Lorsqu’ils arrivèrent vers le palais, ils se rendirent compte qu’une queue était présente pour rentrer dans le palais. Étant donné que leur but était la Verge Marie et son enfant ils leur fallait rentrer. Ils commencèrent à faire la queue, puis se rendirent compte qu’il fallait un papier pour rentrer.

Ainsi la voleuse mis son anneau d’invisibilité et partie en voler, elle réussit à en obtenir trois, faillit se faire prendre, mais eu de la chance. Elle donna les papiers, retourna dans la salle, et Allhena pu y entrer en tant que louve, Shyl’rein en tant qu’une certaine Ilia de Bocastel, Tahar, Hector de Bocastel et Elhinnore Isolda de la chambrière.

Le garde fut surpris de la jeunesse soudaine d’isolda et de la petite taille d’Hector, heureusement il ne fut pas surpris de la présente de corne, oreilles et autres joyeusetés écailleuses d’Ilia.
Ils purent rentrer, ils devaient déposer la louve auprès de l’intendant perd’Gaze mais cette dernière repris sa forme humaine.

Leur but était de diffuser du debout les morts auprès de tous grâce à l’invisibilité d’Anakys, afin de rendre l’assemblée saoule, puis insérer un filtre d’attraction dans le breuvage de la duchesse, et du poison dans celui d’Azael. »

« L’assemblée bientôt devint saoule
La Verge Marie appela l’assemblée à l’Orgie
Tous devaient boire et ils se perdirent dans la foule.
La voyageuse embrassait le nain pour ne pas le perdre,
La yokaï ne supporta l’alcool et copuler avec un garde partie.
La succube se fit rembarrer par un garde de manière acerbe,

Mais heureusement dans les bras d’un autre elle finit,
Tout se passait pour le mieux, se les filtres ils restaient à verser.
Et sur la table en toute beauté s’effondra la pauvre Anakys.
La duchesse ne s’en soucia et ne perçut aucun danger,
Mais Azael le jeune enfant découvrit l’actrice. »

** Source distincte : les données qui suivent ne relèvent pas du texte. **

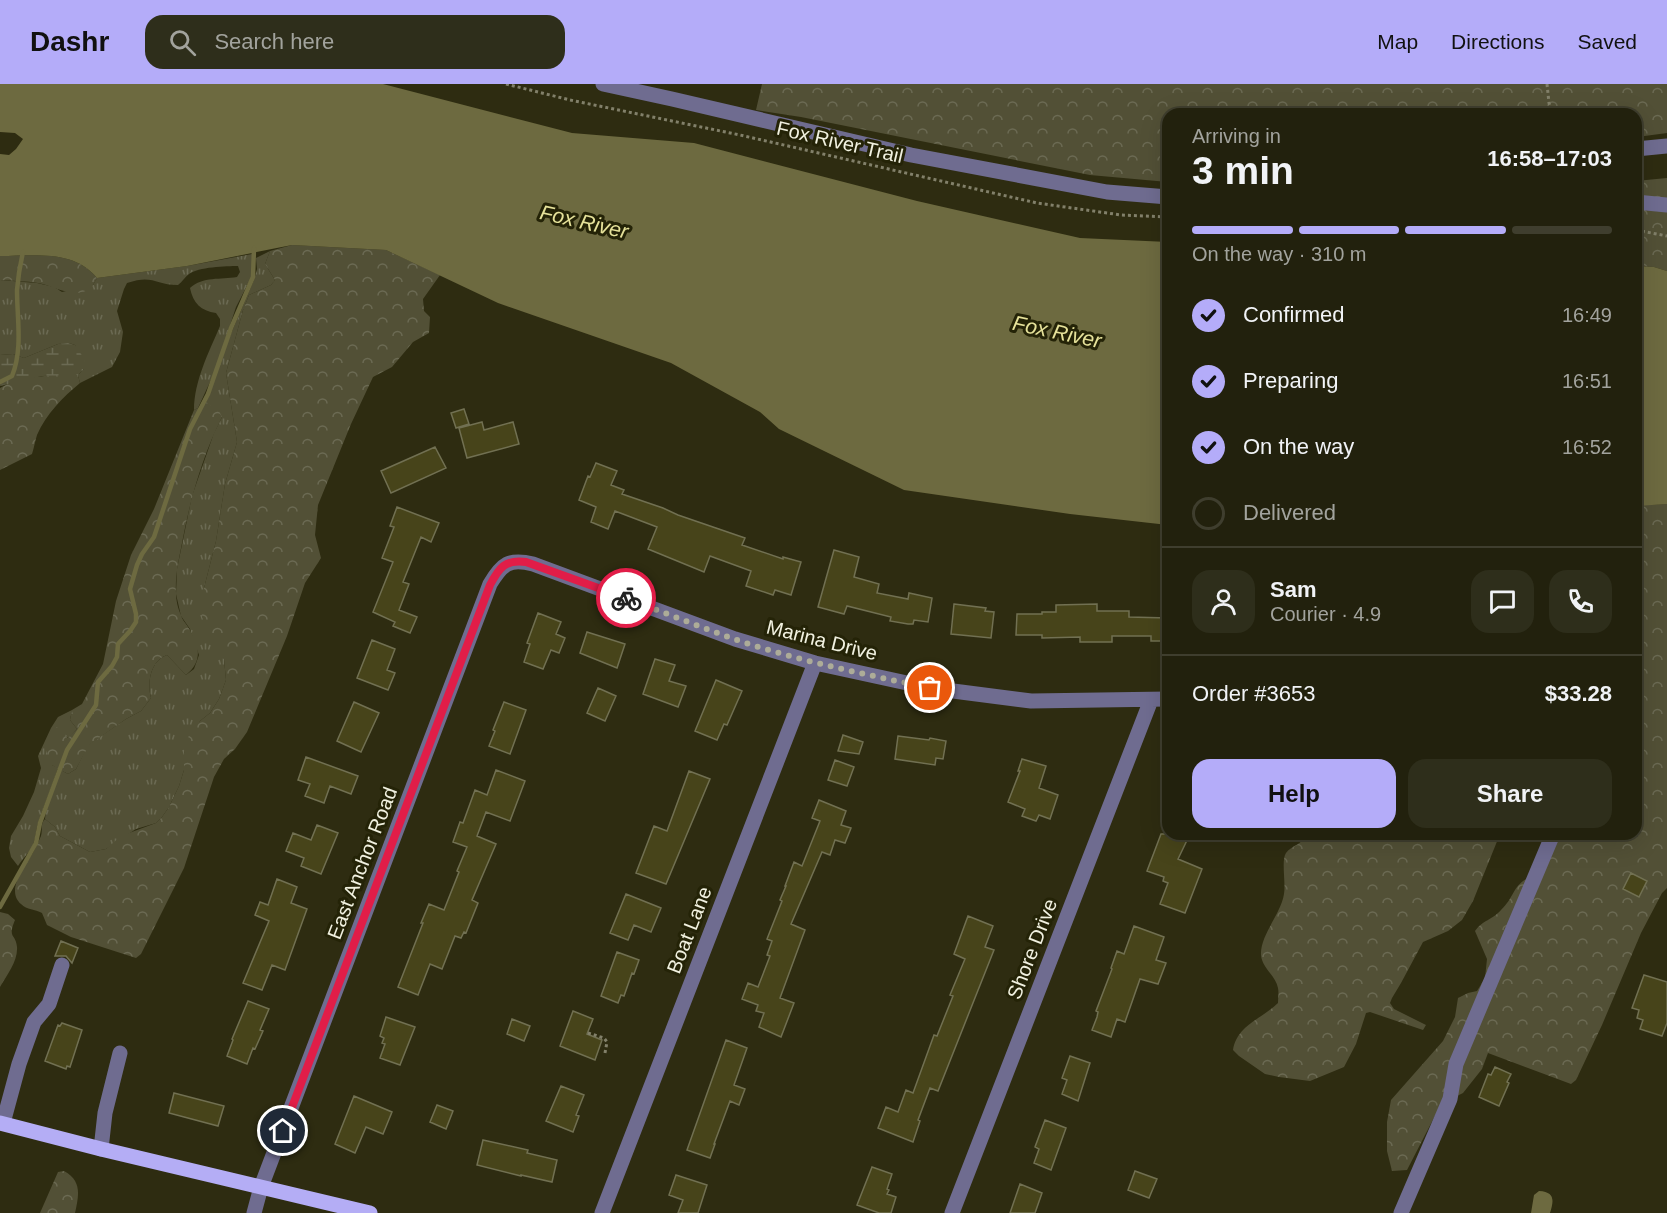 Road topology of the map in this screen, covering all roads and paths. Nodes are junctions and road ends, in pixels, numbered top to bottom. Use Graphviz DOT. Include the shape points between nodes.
graph roads {
  1 [pos="506,84"];
  2 [pos="603,84"];
  3 [pos="1547,84"];
  4 [pos="1551,108"];
  5 [pos="1667,146"];
  6 [pos="1642,148"];
  7 [pos="1162,197"];
  8 [pos="1642,203"];
  9 [pos="1667,205"];
  10 [pos="1162,217"];
  11 [pos="1642,231"];
  12 [pos="1667,236"];
  13 [pos="513,561"];
  14 [pos="815,663"];
  15 [pos="1162,699"];
  16 [pos="1151,700"];
  17 [pos="1550,840"];
  18 [pos="62,965"];
  19 [pos="588,1033"];
  20 [pos="120,1053"];
  21 [pos="605,1053"];
  22 [pos="1,1123"];
  23 [pos="101,1149"];
  24 [pos="261,1187"];
  25 [pos="254,1213"];
  26 [pos="370,1213"];
  27 [pos="602,1213"];
  28 [pos="952,1213"];
  29 [pos="1401,1213"];
  1 -- 10 [label="path, Fox River Trail" via="1037,203"];
  2 -- 7 [label="street" via="946,162 1107,192"];
  3 -- 4 [label="path"];
  5 -- 6 [label="street"];
  8 -- 9 [label="street"];
  11 -- 12 [label="path"];
  13 -- 14 [label="street, Marina Drive" via="538,566 735,639"];
  13 -- 24 [label="street, East Anchor Road" via="502,567 490,585"];
  14 -- 16 [label="street, Marina Drive" via="930,688 1031,701"];
  14 -- 27 [label="street, Boat Lane"];
  15 -- 16 [label="street, Marina Drive"];
  16 -- 28 [label="street, Shore Drive"];
  17 -- 29 [label="street" via="1456,1064 1450,1099"];
  18 -- 22 [label="street" via="49,1004 34,1022"];
  19 -- 21 [label="path" via="608,1042"];
  20 -- 23 [label="street" via="105,1113"];
  22 -- 23 [label="main road"];
  23 -- 24 [label="main road"];
  24 -- 25 [label="street, East Anchor Road"];
  24 -- 26 [label="main road"];
}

« Des gardes s’approchèrent dans un premier temps, la tension montait, et le nain dans le jardin sortit. Il pria son dieu, demandant de l’aider afin d’amplifier ce qui allait faire, puis il provoqua un immense tremblement de terre. La panique gagna l’assemblée, Azael hurla à tous de partir. Dans l’affolement la foule évacuée, et les héros se rassemblèrent. Anakys tenta d’assassiner l’enfant dans son dos, mais ce dernier ne fut pas dupe… »

« ATCHOUUUUMMM »

Des grommellements parcoururent la salle, l’elfe lança un regard noir vers celui qui avait éternué et repris son histoire.

« Il envoya Anakys contre un mur qui fut inconsciente, il l’attrapa par la tête et commença à parler avec son dieu, résonnance. Elinnore pria sa déesse afin que tous regagnent leur conscience et leur force.

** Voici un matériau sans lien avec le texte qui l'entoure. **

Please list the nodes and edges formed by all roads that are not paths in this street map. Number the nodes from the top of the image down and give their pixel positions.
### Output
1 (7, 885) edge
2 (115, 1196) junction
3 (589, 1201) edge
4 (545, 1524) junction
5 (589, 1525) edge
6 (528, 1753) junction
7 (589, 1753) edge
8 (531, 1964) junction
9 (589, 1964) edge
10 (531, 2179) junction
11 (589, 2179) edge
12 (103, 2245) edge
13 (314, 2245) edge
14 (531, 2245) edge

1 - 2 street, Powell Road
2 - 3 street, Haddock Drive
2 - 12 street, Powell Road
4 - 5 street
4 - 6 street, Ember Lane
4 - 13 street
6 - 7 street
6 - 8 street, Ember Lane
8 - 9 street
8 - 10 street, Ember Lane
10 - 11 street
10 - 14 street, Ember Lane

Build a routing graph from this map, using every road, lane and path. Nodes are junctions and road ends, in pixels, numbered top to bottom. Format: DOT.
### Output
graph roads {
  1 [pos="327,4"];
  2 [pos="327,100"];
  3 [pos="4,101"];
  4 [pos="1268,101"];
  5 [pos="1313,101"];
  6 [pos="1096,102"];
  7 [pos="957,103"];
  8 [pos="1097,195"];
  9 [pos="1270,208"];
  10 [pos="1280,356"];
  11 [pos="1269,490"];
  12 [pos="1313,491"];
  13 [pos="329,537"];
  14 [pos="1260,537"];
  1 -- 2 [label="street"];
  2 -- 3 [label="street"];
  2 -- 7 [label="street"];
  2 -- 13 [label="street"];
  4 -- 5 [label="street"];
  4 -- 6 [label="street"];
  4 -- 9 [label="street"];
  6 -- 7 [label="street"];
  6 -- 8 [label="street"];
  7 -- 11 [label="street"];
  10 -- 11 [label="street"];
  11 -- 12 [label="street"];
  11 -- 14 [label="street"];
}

La verge, nue et alcolisée se battait
Contre un nain armé qui se faisait frapper.

Azael le terrible ébranlait l’édifice de sa puissance
Mais les envoyés divins faisaient fit de leur souffrance

Le sang s’écoulait, la magie ne cessait
S’enfuyait le temps, passait la nuit
Les hurlements et les pleures s’entrechoquaient
Jusqu’à s’amenuisent les vies.

La mère ne pouvait voir partir son enfant,
L’enfant ne voulait se séparer de sa maman. »

Inconscient il ne restait plus qu’à les achever,
Shyl’rein le désirait, mais ils l’en empêchaient.

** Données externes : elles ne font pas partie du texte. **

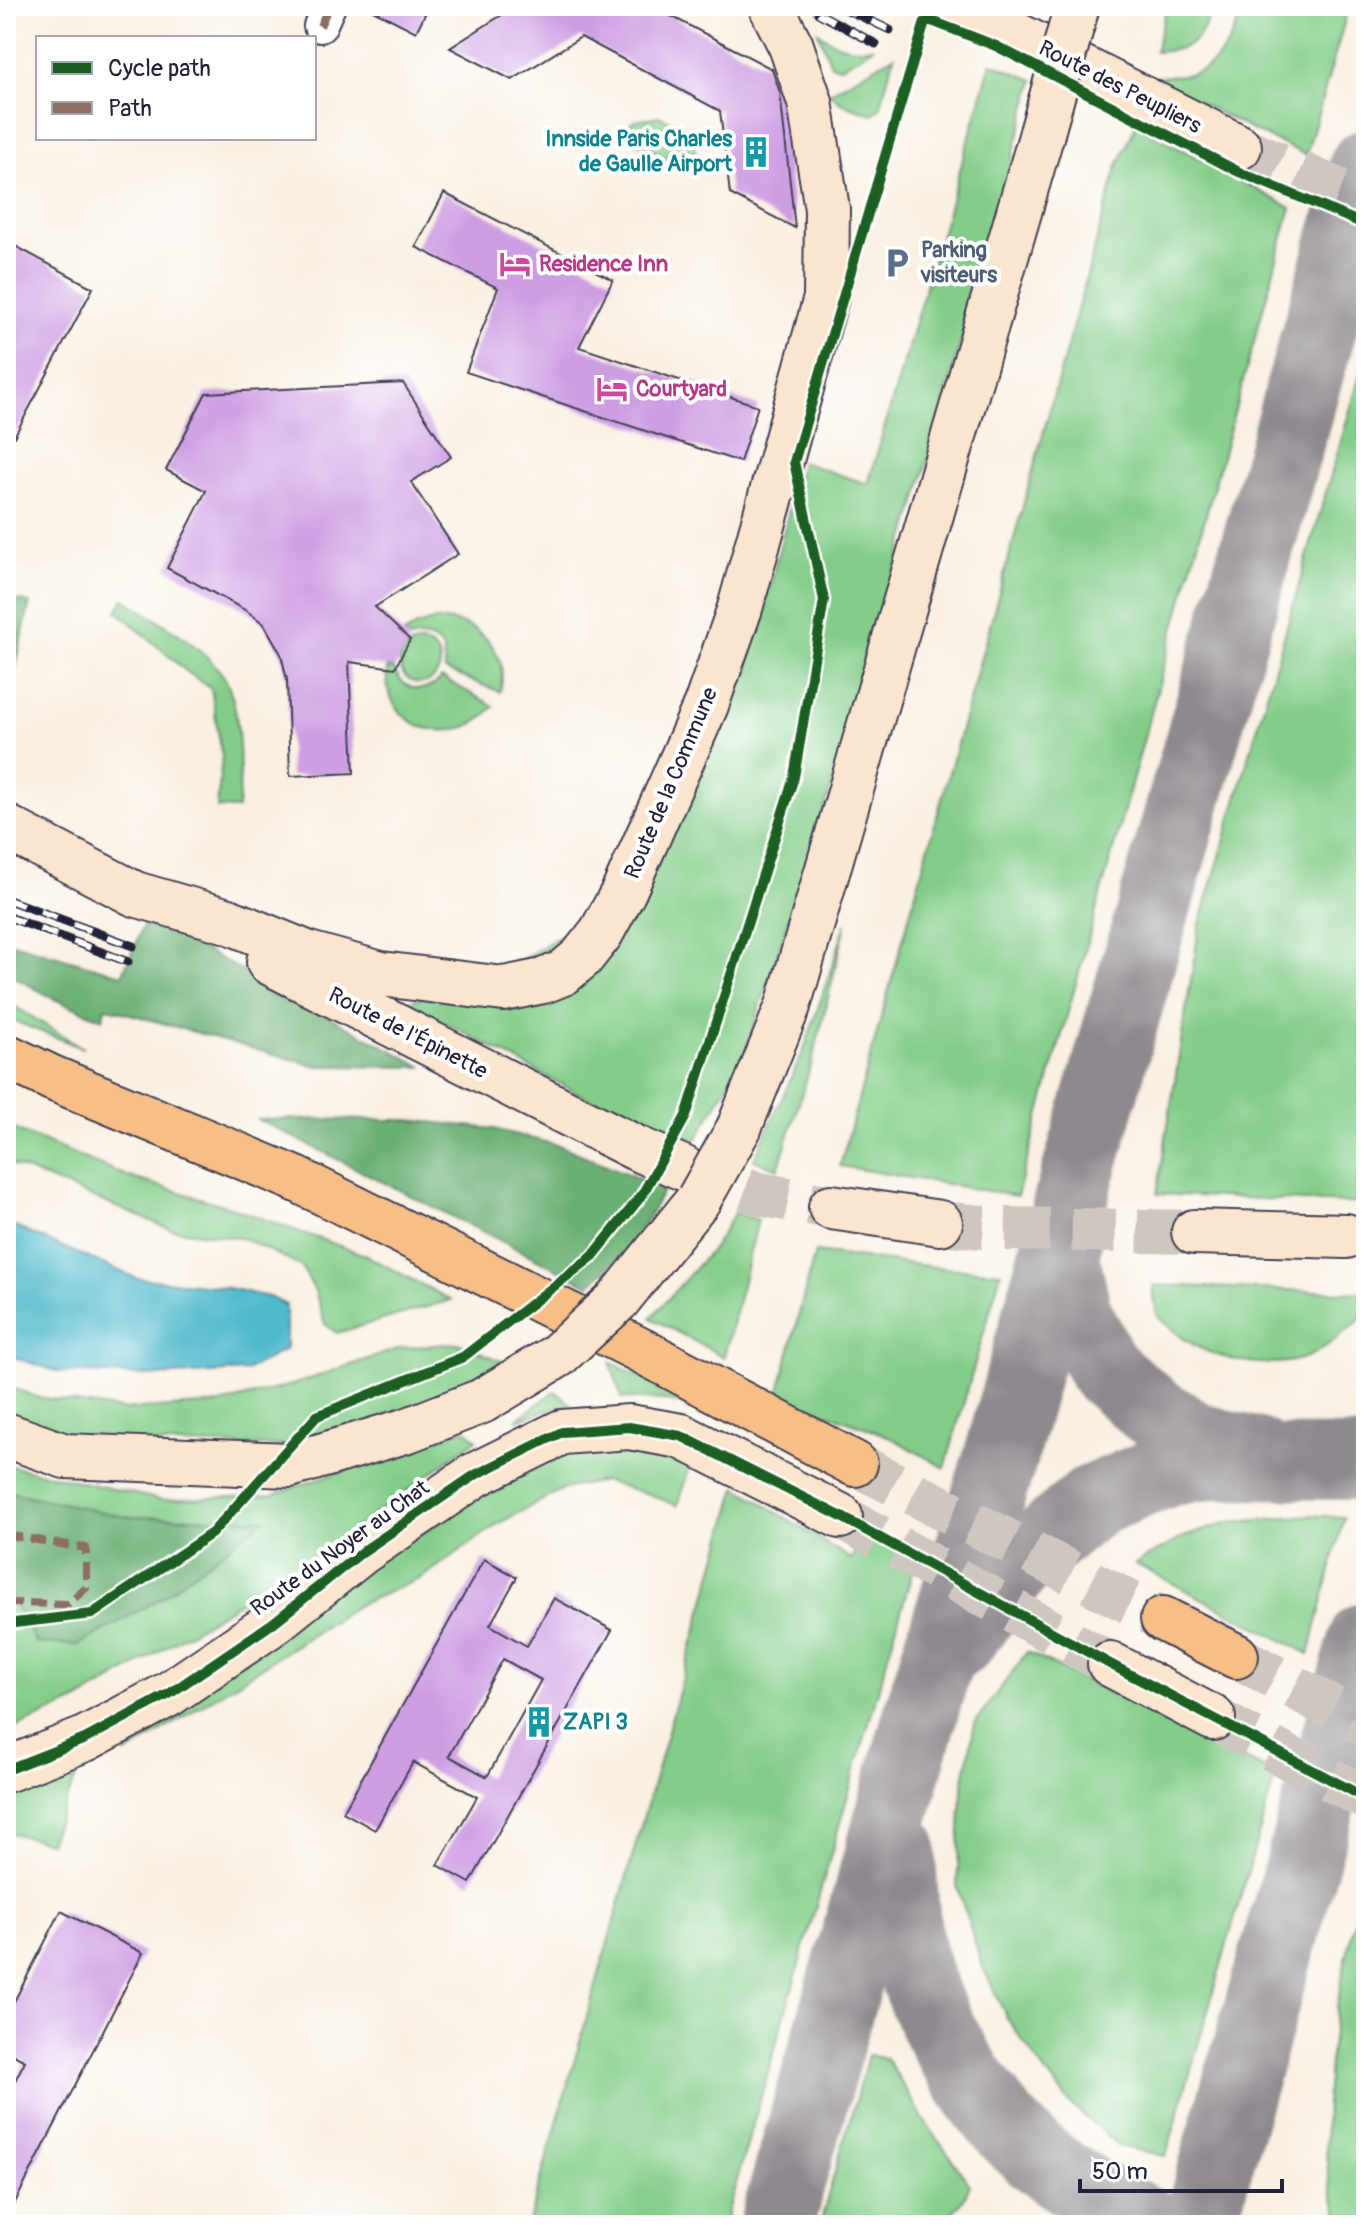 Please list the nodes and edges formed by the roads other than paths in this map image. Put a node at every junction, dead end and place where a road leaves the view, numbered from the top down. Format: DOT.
graph roads {
  1 [pos="771,6"];
  2 [pos="959,6"];
  3 [pos="1077,6"];
  4 [pos="1239,147"];
  5 [pos="6,827"];
  6 [pos="135,894"];
  7 [pos="6,1056"];
  8 [pos="691,1183"];
  9 [pos="831,1207"];
  10 [pos="940,1223"];
  11 [pos="1194,1232"];
  12 [pos="1346,1236"];
  13 [pos="6,1435"];
  14 [pos="855,1464"];
  15 [pos="840,1516"];
  16 [pos="362,1552"];
  17 [pos="1163,1619"];
  18 [pos="1236,1656"];
  19 [pos="1110,1664"];
  20 [pos="1213,1718"];
  21 [pos="6,1746"];
  22 [pos="6,1770"];
  1 -- 6 [label="main road, Route de la Commune"];
  2 -- 4 [label="main road, Route des Peupliers"];
  3 -- 8 [label="main road, bridge"];
  5 -- 6 [label="main road, Route de la Commune"];
  6 -- 8 [label="main road, Route de l'Épinette"];
  7 -- 14 [label="main road"];
  8 -- 13 [label="main road, bridge"];
  9 -- 10 [label="main road"];
  11 -- 12 [label="main road"];
  15 -- 16 [label="main road, Route du Noyer au Chat"];
  16 -- 21 [label="main road, Route du Noyer au Chat"];
  16 -- 22 [label="main road, Route du Noyer au Chat"];
  17 -- 18 [label="main road"];
  19 -- 20 [label="main road"];
}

Les gardes n’osaient intervenir,
Et les dieux apparurent, interdisant avec eux d’en finir

Azael fut soigné, à nouveau conscient il dû promettre
D’oublier son dieu, d’oublier son père, non sans omettre

Qu’il devra le vaincre, et suivre une nouvelle divinité
Cela est son seul espoir afin de voir sa mère sauvée. »

Le barde s’interrompit rêveur. La foule s’impatientait et voulait entendre la suite. Il sourit, et promis de la raconter le soir venu, si on lui offrait une nuit et un soupé.